*Try it:* Copy out exactly the lines below that run from the one holding "pinky tip: (1233, 679)" to the one holding "pinky pip: (532, 269)", keeping both of those lines and no others.

━━━━━ Given entries ━━━━━

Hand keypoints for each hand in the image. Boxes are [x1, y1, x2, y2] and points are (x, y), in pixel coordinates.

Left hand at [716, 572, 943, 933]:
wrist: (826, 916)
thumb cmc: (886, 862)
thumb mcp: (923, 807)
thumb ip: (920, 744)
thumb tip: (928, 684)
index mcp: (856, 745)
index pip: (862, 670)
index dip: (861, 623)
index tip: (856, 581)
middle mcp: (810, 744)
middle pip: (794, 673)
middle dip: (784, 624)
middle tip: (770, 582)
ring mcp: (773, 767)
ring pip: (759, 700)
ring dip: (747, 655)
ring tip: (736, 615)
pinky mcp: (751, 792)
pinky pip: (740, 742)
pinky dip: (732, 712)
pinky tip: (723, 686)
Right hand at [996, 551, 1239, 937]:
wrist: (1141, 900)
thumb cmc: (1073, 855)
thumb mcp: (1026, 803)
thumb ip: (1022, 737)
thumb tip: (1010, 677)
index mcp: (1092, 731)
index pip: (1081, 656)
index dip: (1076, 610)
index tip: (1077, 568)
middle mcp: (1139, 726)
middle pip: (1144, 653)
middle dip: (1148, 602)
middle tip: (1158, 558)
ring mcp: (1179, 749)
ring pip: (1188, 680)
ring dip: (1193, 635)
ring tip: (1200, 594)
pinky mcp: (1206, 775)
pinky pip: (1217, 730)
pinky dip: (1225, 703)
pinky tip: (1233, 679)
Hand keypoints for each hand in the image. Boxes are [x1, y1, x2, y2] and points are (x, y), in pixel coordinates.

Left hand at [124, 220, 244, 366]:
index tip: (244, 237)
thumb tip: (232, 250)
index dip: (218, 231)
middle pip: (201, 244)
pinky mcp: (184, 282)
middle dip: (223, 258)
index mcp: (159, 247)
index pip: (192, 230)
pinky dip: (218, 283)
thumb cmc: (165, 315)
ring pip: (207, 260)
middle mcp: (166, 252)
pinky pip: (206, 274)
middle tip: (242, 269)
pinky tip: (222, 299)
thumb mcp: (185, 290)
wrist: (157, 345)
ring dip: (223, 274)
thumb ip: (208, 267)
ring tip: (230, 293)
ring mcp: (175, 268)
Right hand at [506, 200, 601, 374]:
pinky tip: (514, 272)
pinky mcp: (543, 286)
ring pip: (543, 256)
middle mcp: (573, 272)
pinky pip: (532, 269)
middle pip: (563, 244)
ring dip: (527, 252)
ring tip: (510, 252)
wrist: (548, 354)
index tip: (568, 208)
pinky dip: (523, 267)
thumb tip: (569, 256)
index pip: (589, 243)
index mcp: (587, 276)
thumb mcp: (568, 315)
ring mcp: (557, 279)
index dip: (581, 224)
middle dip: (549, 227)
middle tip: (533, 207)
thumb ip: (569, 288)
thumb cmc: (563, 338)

━━━━━
━━━━━ Given entries ━━━━━

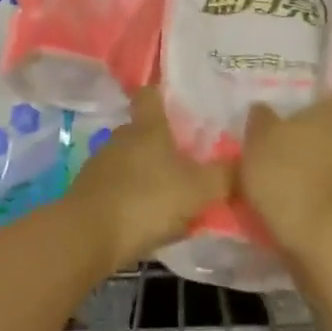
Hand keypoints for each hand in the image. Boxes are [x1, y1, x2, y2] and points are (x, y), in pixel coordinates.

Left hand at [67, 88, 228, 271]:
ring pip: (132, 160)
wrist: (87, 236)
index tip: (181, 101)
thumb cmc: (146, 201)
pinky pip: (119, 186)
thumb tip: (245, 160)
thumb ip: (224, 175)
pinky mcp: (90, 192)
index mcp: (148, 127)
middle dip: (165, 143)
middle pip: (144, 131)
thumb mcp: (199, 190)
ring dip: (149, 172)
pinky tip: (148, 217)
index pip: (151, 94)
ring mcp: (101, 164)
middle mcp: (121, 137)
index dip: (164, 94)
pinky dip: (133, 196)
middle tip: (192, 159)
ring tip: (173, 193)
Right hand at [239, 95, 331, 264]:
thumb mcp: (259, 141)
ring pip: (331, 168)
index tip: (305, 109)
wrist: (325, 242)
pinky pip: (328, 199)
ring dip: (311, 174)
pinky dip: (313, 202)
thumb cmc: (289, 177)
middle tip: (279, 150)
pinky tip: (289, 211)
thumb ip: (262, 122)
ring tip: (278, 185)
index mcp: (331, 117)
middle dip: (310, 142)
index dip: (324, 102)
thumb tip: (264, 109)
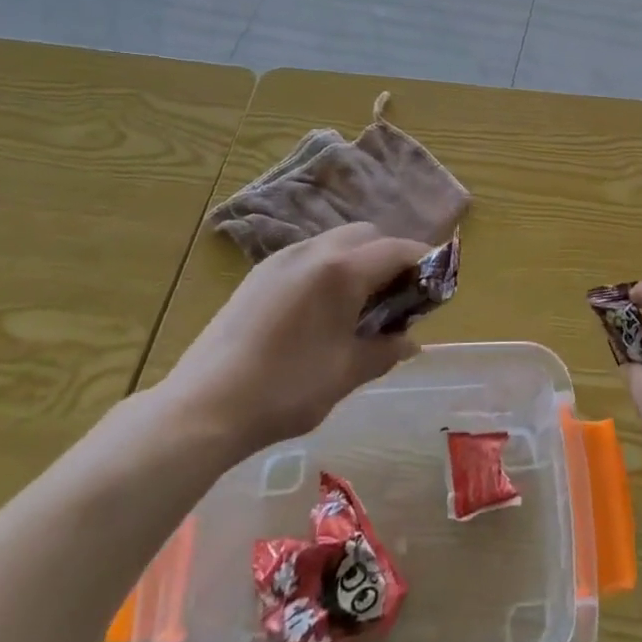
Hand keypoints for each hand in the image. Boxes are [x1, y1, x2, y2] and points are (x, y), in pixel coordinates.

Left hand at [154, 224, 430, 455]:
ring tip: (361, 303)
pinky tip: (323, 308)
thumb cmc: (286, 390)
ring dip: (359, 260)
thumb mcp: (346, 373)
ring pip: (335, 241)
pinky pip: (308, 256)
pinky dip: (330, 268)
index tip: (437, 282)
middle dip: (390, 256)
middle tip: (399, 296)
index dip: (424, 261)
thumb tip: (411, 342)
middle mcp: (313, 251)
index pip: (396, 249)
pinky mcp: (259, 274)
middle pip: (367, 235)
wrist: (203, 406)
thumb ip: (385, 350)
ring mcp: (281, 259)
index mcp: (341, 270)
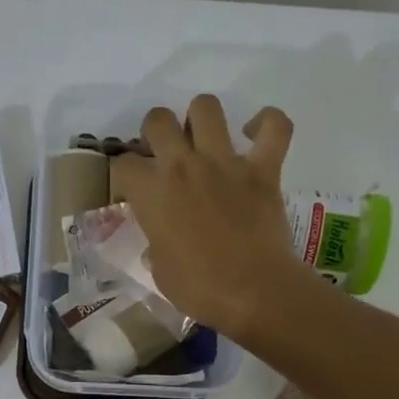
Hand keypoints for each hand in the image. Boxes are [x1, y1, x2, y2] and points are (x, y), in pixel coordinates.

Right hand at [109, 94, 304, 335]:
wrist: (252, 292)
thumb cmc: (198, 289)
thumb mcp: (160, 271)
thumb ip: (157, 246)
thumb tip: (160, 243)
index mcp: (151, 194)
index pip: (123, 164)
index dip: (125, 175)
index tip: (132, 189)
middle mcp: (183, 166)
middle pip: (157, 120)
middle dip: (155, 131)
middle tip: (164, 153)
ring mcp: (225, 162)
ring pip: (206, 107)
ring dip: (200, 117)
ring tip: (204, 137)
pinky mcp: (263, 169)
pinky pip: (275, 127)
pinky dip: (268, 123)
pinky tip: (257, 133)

━━━━━
━━━━━ Given entries ━━━━━

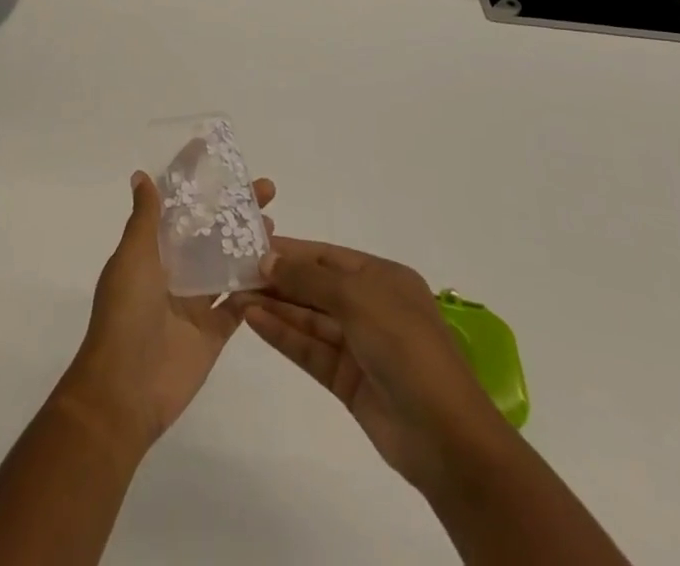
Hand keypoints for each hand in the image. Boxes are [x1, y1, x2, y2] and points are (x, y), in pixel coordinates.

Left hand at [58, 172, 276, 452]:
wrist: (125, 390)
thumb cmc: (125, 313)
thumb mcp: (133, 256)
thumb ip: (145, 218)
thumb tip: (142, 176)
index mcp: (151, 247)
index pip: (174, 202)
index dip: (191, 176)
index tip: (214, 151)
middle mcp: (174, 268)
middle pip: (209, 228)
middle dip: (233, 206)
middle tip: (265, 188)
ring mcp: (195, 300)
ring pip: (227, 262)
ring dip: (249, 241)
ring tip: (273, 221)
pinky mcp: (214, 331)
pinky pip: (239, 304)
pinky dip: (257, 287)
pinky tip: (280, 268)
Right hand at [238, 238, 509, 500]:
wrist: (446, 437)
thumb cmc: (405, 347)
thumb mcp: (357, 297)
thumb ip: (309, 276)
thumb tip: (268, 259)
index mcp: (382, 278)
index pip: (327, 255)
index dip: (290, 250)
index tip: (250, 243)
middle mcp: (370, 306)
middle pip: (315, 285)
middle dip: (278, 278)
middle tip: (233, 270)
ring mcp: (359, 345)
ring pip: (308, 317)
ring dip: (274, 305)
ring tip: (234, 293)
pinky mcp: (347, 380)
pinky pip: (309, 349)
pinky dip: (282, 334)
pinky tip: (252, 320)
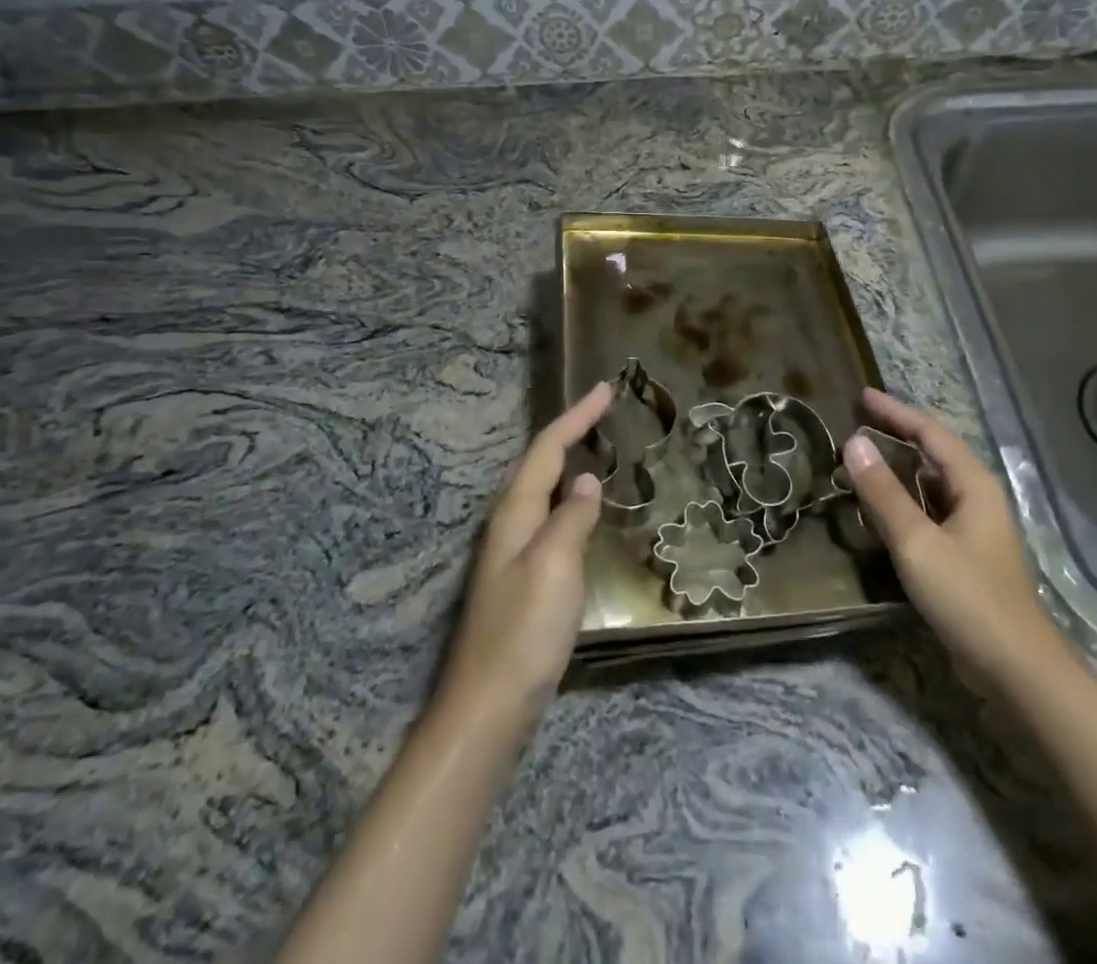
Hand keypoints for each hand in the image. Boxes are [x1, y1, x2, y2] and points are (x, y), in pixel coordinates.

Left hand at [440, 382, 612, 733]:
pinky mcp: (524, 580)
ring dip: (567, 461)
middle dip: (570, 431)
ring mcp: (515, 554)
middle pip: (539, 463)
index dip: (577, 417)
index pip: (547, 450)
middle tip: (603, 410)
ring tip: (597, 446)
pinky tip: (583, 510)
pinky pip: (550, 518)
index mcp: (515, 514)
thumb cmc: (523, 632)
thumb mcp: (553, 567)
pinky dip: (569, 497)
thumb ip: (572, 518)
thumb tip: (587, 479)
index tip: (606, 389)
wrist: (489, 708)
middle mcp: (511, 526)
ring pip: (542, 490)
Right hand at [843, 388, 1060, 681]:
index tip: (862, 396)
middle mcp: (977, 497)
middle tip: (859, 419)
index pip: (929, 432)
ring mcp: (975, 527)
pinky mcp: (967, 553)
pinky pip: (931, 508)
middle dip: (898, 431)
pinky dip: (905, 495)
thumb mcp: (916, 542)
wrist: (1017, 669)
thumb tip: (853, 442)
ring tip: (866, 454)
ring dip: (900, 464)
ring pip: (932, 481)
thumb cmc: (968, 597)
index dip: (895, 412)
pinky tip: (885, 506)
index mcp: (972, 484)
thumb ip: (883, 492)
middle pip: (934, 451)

━━━━━

*Result for this task:*
pinky tip: (1233, 679)
Hand keypoints for each hand in the image. Boxes are [x1, y1, x2, y2] and points are (x, y), in pixel coordinates.

Left hand at [124, 220, 244, 366]:
index tip: (244, 237)
thumb tip: (232, 250)
index dip: (218, 231)
middle pip: (201, 244)
pinky mcp: (184, 282)
middle dip: (223, 258)
index mcp: (159, 247)
index pip: (192, 230)
pinky dip: (218, 283)
thumb cmc: (165, 315)
ring pip: (207, 260)
middle mcp: (166, 252)
pinky pip: (206, 274)
middle tip: (242, 269)
pinky tip: (222, 299)
thumb mcp: (185, 290)
wrist: (157, 345)
ring dip: (223, 274)
thumb ip: (208, 267)
ring tip: (230, 293)
ring mcp: (175, 268)
Right hand at [506, 200, 601, 374]:
pinky tip: (514, 272)
pinky mcp: (543, 286)
ring pip: (543, 256)
middle mcp: (573, 272)
pinky pip: (532, 269)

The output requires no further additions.